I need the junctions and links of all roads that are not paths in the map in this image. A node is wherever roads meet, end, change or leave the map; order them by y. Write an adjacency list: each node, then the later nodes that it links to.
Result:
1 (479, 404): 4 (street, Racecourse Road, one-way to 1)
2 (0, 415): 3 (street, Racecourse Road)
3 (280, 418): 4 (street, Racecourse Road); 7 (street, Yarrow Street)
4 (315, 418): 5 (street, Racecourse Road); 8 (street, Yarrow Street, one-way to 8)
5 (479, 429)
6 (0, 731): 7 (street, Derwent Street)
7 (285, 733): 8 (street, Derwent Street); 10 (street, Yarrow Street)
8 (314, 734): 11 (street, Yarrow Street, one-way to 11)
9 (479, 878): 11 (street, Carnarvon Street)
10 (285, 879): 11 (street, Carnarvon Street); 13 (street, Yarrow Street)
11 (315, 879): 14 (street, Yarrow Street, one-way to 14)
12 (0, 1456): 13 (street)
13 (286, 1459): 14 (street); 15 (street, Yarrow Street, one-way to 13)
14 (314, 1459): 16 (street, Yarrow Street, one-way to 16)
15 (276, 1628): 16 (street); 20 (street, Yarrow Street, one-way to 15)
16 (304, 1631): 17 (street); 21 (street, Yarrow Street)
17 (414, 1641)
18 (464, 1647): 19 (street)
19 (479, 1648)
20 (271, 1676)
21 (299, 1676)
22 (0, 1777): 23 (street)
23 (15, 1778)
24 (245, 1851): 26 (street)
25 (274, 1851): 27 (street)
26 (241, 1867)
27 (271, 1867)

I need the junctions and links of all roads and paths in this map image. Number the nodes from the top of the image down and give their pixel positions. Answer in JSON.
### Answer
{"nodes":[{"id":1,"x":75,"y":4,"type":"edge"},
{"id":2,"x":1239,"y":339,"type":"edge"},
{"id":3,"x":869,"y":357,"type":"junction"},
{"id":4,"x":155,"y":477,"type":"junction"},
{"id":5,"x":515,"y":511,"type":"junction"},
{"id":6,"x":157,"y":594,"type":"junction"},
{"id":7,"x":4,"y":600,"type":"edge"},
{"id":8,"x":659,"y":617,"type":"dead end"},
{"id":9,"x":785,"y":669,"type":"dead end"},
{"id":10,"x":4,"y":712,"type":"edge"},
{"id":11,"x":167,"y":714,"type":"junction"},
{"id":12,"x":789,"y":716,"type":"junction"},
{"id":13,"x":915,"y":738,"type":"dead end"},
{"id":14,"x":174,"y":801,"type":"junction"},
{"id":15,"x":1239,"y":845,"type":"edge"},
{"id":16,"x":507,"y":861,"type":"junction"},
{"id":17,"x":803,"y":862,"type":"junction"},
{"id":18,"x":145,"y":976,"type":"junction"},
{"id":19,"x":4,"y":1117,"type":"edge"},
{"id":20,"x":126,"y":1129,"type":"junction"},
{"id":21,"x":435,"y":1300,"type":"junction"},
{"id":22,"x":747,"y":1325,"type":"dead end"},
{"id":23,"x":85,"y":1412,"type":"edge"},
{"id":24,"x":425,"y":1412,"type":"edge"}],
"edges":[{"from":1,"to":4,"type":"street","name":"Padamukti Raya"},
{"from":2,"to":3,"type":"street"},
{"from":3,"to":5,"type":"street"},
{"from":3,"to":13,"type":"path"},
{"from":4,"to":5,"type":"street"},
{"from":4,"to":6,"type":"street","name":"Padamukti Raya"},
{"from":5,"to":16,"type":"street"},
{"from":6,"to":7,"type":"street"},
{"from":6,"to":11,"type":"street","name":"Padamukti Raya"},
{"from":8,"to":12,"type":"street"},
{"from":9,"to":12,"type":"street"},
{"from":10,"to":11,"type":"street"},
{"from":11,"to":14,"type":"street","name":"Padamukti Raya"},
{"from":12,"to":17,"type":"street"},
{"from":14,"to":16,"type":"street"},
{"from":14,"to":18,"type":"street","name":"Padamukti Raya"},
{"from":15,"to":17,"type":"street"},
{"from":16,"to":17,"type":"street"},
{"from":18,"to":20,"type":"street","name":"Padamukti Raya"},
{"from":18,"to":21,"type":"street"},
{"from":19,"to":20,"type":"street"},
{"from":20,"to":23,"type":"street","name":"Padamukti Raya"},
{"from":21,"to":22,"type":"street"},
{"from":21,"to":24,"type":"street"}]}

------------------------------

Write out the full listing without altering anything.

[EXERCISE OUTPUT]
I need the junctions and links of all roads that are not paths in the map in this image. A node is wherever roads meet, end, change or leave the map; order them by y. Write an adjacency list: each node, then the later nodes that it links to.
Result:
1 (479, 404): 4 (street, Racecourse Road, one-way to 1)
2 (0, 415): 3 (street, Racecourse Road)
3 (280, 418): 4 (street, Racecourse Road); 7 (street, Yarrow Street)
4 (315, 418): 5 (street, Racecourse Road); 8 (street, Yarrow Street, one-way to 8)
5 (479, 429)
6 (0, 731): 7 (street, Derwent Street)
7 (285, 733): 8 (street, Derwent Street); 10 (street, Yarrow Street)
8 (314, 734): 11 (street, Yarrow Street, one-way to 11)
9 (479, 878): 11 (street, Carnarvon Street)
10 (285, 879): 11 (street, Carnarvon Street); 13 (street, Yarrow Street)
11 (315, 879): 14 (street, Yarrow Street, one-way to 14)
12 (0, 1456): 13 (street)
13 (286, 1459): 14 (street); 15 (street, Yarrow Street, one-way to 13)
14 (314, 1459): 16 (street, Yarrow Street, one-way to 16)
15 (276, 1628): 16 (street); 20 (street, Yarrow Street, one-way to 15)
16 (304, 1631): 17 (street); 21 (street, Yarrow Street)
17 (414, 1641)
18 (464, 1647): 19 (street)
19 (479, 1648)
20 (271, 1676)
21 (299, 1676)
22 (0, 1777): 23 (street)
23 (15, 1778)
24 (245, 1851): 26 (street)
25 (274, 1851): 27 (street)
26 (241, 1867)
27 (271, 1867)

I need the junctions and links of all roads and paths in this map image. Number the nodes from the top of the image down and give their pixel positions. Answer in JSON.
### Answer
{"nodes":[{"id":1,"x":75,"y":4,"type":"edge"},
{"id":2,"x":1239,"y":339,"type":"edge"},
{"id":3,"x":869,"y":357,"type":"junction"},
{"id":4,"x":155,"y":477,"type":"junction"},
{"id":5,"x":515,"y":511,"type":"junction"},
{"id":6,"x":157,"y":594,"type":"junction"},
{"id":7,"x":4,"y":600,"type":"edge"},
{"id":8,"x":659,"y":617,"type":"dead end"},
{"id":9,"x":785,"y":669,"type":"dead end"},
{"id":10,"x":4,"y":712,"type":"edge"},
{"id":11,"x":167,"y":714,"type":"junction"},
{"id":12,"x":789,"y":716,"type":"junction"},
{"id":13,"x":915,"y":738,"type":"dead end"},
{"id":14,"x":174,"y":801,"type":"junction"},
{"id":15,"x":1239,"y":845,"type":"edge"},
{"id":16,"x":507,"y":861,"type":"junction"},
{"id":17,"x":803,"y":862,"type":"junction"},
{"id":18,"x":145,"y":976,"type":"junction"},
{"id":19,"x":4,"y":1117,"type":"edge"},
{"id":20,"x":126,"y":1129,"type":"junction"},
{"id":21,"x":435,"y":1300,"type":"junction"},
{"id":22,"x":747,"y":1325,"type":"dead end"},
{"id":23,"x":85,"y":1412,"type":"edge"},
{"id":24,"x":425,"y":1412,"type":"edge"}],
"edges":[{"from":1,"to":4,"type":"street","name":"Padamukti Raya"},
{"from":2,"to":3,"type":"street"},
{"from":3,"to":5,"type":"street"},
{"from":3,"to":13,"type":"path"},
{"from":4,"to":5,"type":"street"},
{"from":4,"to":6,"type":"street","name":"Padamukti Raya"},
{"from":5,"to":16,"type":"street"},
{"from":6,"to":7,"type":"street"},
{"from":6,"to":11,"type":"street","name":"Padamukti Raya"},
{"from":8,"to":12,"type":"street"},
{"from":9,"to":12,"type":"street"},
{"from":10,"to":11,"type":"street"},
{"from":11,"to":14,"type":"street","name":"Padamukti Raya"},
{"from":12,"to":17,"type":"street"},
{"from":14,"to":16,"type":"street"},
{"from":14,"to":18,"type":"street","name":"Padamukti Raya"},
{"from":15,"to":17,"type":"street"},
{"from":16,"to":17,"type":"street"},
{"from":18,"to":20,"type":"street","name":"Padamukti Raya"},
{"from":18,"to":21,"type":"street"},
{"from":19,"to":20,"type":"street"},
{"from":20,"to":23,"type":"street","name":"Padamukti Raya"},
{"from":21,"to":22,"type":"street"},
{"from":21,"to":24,"type":"street"}]}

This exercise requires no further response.